Journal of the American College of Cardiology

Incidence, Predictors, and Impact of Post-Discharge Bleeding After Percutaneous Coronary Intervention.

PMID 26314532


The incidence, predictors, and prognostic impact of post-discharge bleeding (PDB) after percutaneous coronary intervention (PCI) with drug-eluting stent (DES) implantation are unclear. This study sought to characterize the determinants and consequences of PDB after PCI. The prospective ADAPT-DES (Assessment of Dual Antiplatelet Therapy With Drug-Eluting Stents) study was used to determine the incidence and predictors of clinically relevant bleeding events occurring within 2 years after hospital discharge.
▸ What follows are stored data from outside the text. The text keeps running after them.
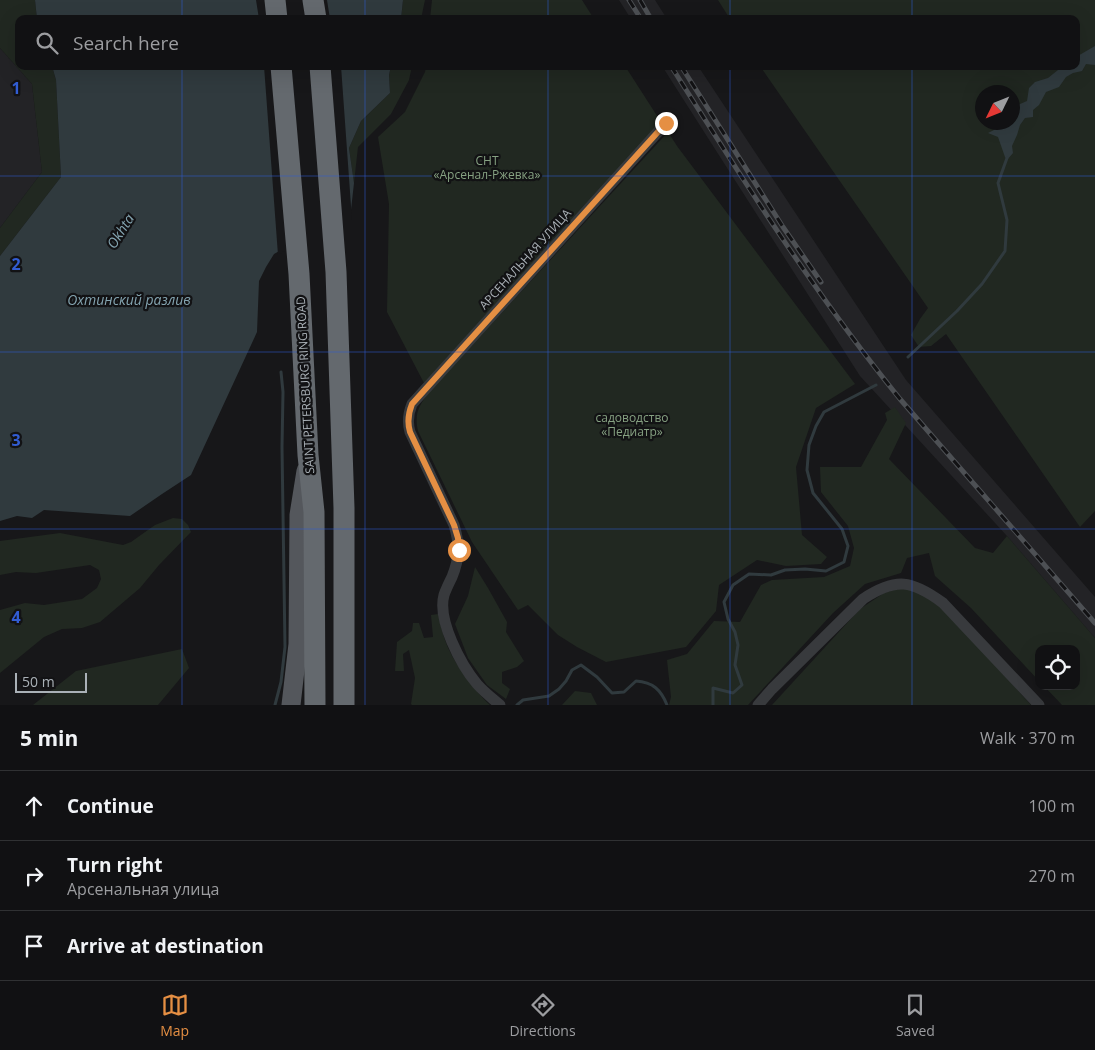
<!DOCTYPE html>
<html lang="en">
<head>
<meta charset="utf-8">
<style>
  :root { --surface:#111113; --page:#1e1f21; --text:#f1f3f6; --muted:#9c9da0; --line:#303133; --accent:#e58f43 }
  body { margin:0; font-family:"Open Sans",sans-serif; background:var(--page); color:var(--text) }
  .controls { position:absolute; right:15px; bottom:15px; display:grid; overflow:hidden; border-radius:10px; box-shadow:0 5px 20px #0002 }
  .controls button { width:45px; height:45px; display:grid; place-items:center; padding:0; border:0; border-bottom:1px solid var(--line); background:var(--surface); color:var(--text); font:25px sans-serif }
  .compass { position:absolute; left:975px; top:85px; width:45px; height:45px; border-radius:50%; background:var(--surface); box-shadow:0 5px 20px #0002; rotate:227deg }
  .scale { position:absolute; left:15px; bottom:12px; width:72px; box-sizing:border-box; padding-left:5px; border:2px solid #aab1b7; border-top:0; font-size:14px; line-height:18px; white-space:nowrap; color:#aab1b7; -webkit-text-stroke:4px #121214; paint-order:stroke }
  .stop { position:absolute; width:15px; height:15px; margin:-11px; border:4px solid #e58f43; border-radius:50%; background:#fff }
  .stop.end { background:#e58f43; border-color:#fff; box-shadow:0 1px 5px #0008 }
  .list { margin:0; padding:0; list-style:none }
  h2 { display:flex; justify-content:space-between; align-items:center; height:65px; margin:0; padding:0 20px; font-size:21px }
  h2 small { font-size:16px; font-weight:400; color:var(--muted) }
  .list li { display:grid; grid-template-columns:32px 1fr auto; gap:15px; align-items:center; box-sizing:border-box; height:70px; padding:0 20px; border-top:1px solid var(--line) }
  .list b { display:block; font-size:19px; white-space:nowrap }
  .list p { margin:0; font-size:16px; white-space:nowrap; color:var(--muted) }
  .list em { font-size:16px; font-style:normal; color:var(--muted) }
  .icon { flex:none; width:28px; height:28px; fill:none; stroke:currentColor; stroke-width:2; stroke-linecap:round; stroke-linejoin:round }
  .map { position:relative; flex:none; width:1095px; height:705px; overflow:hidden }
  .search { position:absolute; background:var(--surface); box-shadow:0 5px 20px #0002; left:15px; right:15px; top:15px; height:55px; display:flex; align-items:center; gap:12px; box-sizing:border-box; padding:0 18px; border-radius:10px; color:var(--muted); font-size:19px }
  .sheet { height:275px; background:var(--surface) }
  nav { display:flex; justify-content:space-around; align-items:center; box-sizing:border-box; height:70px; border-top:1px solid var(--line); background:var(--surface); font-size:14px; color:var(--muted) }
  nav a { display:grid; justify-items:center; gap:2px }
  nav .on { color:var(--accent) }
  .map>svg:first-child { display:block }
  .built { fill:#232326 }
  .green { fill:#212821; fill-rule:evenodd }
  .water { fill:#303a3e }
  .pier { fill:#171719 }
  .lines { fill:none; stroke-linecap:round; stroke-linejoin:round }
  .stream { stroke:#303a3e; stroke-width:3 }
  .street { stroke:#383a3d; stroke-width:11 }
  .primary { stroke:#54575c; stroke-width:19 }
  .highway { stroke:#64696e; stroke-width:21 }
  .rail-casing { stroke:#4d5054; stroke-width:5 }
  .rail { stroke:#121214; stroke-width:3; stroke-dasharray:9; stroke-linecap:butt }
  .route { stroke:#e58f43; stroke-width:6 }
  .grid { fill:none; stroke:#325dd3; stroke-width:1; stroke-opacity:0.55 }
  .labels { text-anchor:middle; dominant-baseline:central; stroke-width:4.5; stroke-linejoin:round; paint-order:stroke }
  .park-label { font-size:12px; fill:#86a182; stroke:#121214 }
  .street-label { font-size:12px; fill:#aab1b7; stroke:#121214 }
  .water-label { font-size:14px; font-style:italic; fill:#84a4b0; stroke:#121214 }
  .grid-label { font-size:16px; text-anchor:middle; font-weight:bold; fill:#325dd3; stroke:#121214; stroke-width:4.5; stroke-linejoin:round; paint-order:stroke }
</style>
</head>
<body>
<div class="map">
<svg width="1095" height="705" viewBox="0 0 1095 705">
  <rect width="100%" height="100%" fill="#171719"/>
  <!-- built -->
  <path class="built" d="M619 0H655L667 19H631Z
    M0 48 32 84 42 172 0 228Z
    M662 66H698L906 380 1095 597V638L1007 536 860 376Z"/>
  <!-- green -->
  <path class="green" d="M0 0H35L37 19H19V66H52L56 80 61 177 0 256V228L42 172 32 84 0 48Z
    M403 0H425L421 19H401Z
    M432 0H582L594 19H430Z
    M718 0H1095V511L1080 527 946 334 931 346 919 347 911 335 920 319 928 308 760 66H1076V19H730ZM982 92H1012V122H982Z
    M391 66H412L409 80 391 114 358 147 354 183 349 148 361 121 390 93 389 75Z
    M426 66H625L661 122 424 383 387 312 389 204 378 137 405 112 425 72Z
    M668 132 677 146 855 384 816 408 796 467 802 535 827 557 821 564 786 566 757 560 719 585 716 611 686 647 606 662 577 647 558 635 528 605 518 610 472 542 418 431C414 413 419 406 429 392Z
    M895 407 906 423 889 459 975 548 993 553 1007 536 1095 638V705H1062L1044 686H1076V649H1039V681L971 608 935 576 929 553 907 558 901 573 865 584 833 613 748 705H669L671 697 667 660 687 654 714 621 740 622 761 585 772 580 824 577 850 566 854 548 848 526 821 492 820 467H861L887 420 885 413Z
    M173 518 182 519 188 525 191 532 159 565 140 588 100 622 82 628 62 629 44 637 0 673V610L25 603 44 605 82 599 97 588 101 579 99 570 90 565 36 573 16 572 0 575V541L60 533 123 545 131 542 155 525Z
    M475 567 488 588 507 622 506 632 524 661 517 667 502 672V683L510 689 506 699 487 685 468 658 455 624 468 596Z
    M904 587 922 594 948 613 1031 705H772L860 609 884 593Z
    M438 614C440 622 442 632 445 640 452 661 474 690 490 705H412L411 704 415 678 409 650 403 654 404 671H395L397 642 412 631 413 623H419L424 638 433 637 431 615Z
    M182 649 189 668 158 705H33L76 671Z
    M575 691 591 693 597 705H562Z"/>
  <!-- water -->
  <path class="water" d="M35 0H403L401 19H37Z
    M1095 46V65L1086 64 1082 71 1073 73 1066 77 1059 87 1046 92 1039 105 1033 110V117L1025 118 1020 125 1017 135 1012 146 1013 153 1007 160 1005 157 998 137 988 133 996 129 999 123 1012 122 1013 107 1027 101 1029 88 1035 82 1048 78 1063 66H1076V57Z
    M52 66H391L389 75 390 93 361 121 349 148 354 183 350 219 297 241 274 254 266 267 259 281 257 332 191 475 162 494 130 516 44 510 32 518 17 516 0 521V256L61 177 56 80Z"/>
  <!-- pier -->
  <path class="pier" d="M256 0H327L330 19H259Z
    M264 66H341L352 220 340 231 322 243H297L278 255Z"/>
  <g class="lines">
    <!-- stream -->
    <path class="stream" d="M908 357 957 311 982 284 1005 251 1007 220 998 183 1007 158
      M275 705 281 682 285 647 282 447 283 392 281 372
      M517 705 523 700 549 696 559 689 566 681 572 670 581 665 597 677 612 693 624 692 636 681C653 682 661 690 667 705
      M713 705V688L733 693 742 685 735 665 738 645 735 632 728 619 724 602 733 585 749 574 771 575 785 570 805 569 826 571 844 562 848 546 842 529 813 493 807 470 809 445 816 426 824 412 876 385"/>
    <!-- street -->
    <path class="street" d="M500 705C492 698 484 692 477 684 461 665 437 620 444 595 446 589 449 583 452 577 460 557 460 545 454 525L410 432C407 422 408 414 412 404L666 123
      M758 705 772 689 863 599C896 577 912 580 943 603L1039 705"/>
    <!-- primary -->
    <path class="primary" d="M291 705 298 644 299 515 306 471"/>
    <!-- highway -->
    <path class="highway" d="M275 0 277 19
      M313 0 316 19
      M281 66 299 274 308 455 314 512 315 705
      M320 66 336 272 344 508V705"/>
    <!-- rail casing -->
    <g class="rail-casing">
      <path id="rail" d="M629 0 641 19
        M640 0 651 19
        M671 66C743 180 815 294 900 399L1095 623
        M681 66 783 227 821 282"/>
    </g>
    <!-- rail -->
    <use href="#rail" class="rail"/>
  </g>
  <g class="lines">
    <!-- route -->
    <path class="route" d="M459 550 458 538 454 525 410 432C407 422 408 414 412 404L666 123"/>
  </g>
  <!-- grid -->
  <path class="grid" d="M182 0V19M365 0V19M548 0V19M730 0V19M912 0V19M182 66V705M365 66V705M548 66V705M730 66V705M912 66V705M0 176H1095M0 352H1095M0 529H1095"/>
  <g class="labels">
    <!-- park labels -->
    <g class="park-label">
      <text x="487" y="160">СНТ<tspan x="487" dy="14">«Арсенал-Ржевка»</tspan></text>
      <text x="632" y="417">садоводство<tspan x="632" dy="14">«Педиатр»</tspan></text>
    </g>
    <!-- street labels -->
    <g class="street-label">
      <text transform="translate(525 259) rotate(-48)">АРСЕНАЛЬНАЯ УЛИЦА</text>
      <text transform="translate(305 385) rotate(-93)">SAINT PETERSBURG RING ROAD</text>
    </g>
    <!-- water labels -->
    <g class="water-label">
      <text transform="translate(120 231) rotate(-58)">Okhta</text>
      <text x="129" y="299">Охтинский разлив</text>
    </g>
  </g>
  <g class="grid-label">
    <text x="16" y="94">1</text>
    <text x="16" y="270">2</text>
    <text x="16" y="446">3</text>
    <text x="16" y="623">4</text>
  </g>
</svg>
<div class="controls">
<button><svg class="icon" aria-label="locate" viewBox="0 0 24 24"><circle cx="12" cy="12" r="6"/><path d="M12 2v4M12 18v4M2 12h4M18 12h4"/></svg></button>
</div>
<svg class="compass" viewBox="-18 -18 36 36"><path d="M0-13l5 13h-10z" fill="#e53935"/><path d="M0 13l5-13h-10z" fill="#9c9da0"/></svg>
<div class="scale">50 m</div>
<div class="stop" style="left:459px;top:550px"></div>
<div class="stop end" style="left:666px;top:123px"></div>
<div class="search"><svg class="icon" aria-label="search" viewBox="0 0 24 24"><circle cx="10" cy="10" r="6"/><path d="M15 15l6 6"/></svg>Search here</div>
</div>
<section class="sheet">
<h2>5 min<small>Walk · 370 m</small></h2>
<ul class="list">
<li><svg class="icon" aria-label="ahead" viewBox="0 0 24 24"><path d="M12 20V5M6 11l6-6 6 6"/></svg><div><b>Continue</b></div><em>100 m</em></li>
<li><svg class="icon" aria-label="right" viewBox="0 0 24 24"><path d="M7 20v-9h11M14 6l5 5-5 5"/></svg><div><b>Turn right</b><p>Арсенальная улица</p></div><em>270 m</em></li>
<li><svg class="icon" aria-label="arrive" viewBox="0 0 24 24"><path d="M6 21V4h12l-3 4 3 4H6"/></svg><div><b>Arrive at destination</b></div></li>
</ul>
</section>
<nav>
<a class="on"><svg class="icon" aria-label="map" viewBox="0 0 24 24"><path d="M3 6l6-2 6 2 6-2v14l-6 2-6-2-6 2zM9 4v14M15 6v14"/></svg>Map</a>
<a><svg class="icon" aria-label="directions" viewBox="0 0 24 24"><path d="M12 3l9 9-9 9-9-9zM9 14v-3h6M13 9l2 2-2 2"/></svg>Directions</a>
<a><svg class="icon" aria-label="saved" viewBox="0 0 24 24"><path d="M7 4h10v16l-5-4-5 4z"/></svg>Saved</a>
</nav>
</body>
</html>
The effect of PDB on subsequent 2-year all-cause mortality was estimated by time-adjusted Cox proportional hazards regression. Among 8,582 "all-comers" who underwent successful PCI with DES in the ADAPT-DES study, PDB occurred in 535 of 8,577 hospital survivors (6.2%) at a median time of 300 days (interquartile range: 130 to 509 days) post-discharge. Gastrointestinal bleeding (61.7%) was the most frequent source of PDB. Predictors of PDB included older age, lower baseline hemoglobin, lower platelet reactivity on clopidogrel, and use of chronic oral anticoagulation therapy. PDB was associated with higher crude rates of all-cause mortality (13.0% vs. 3.2%; p < 0.0001). Following multivariable adjustment, PDB was strongly associated with 2-year mortality (hazard ratio [HR]: 5.03; p < 0.0001), with an effect size greater than that of post-discharge myocardial infarction (PDMI) (HR: 1.92; p = 0.009). After successful PCI with DES in an unrestricted patient population, PDB is not uncommon and has a strong relationship with subsequent all-cause mortality, greater that that associated with PDMI. Efforts to reduce PDB may further improve prognosis after successful DES implantation. (Assessment of Dual Antiplatelet Therapy With Drug-Eluting Stents [ADAPT-DES]; NCT00638794).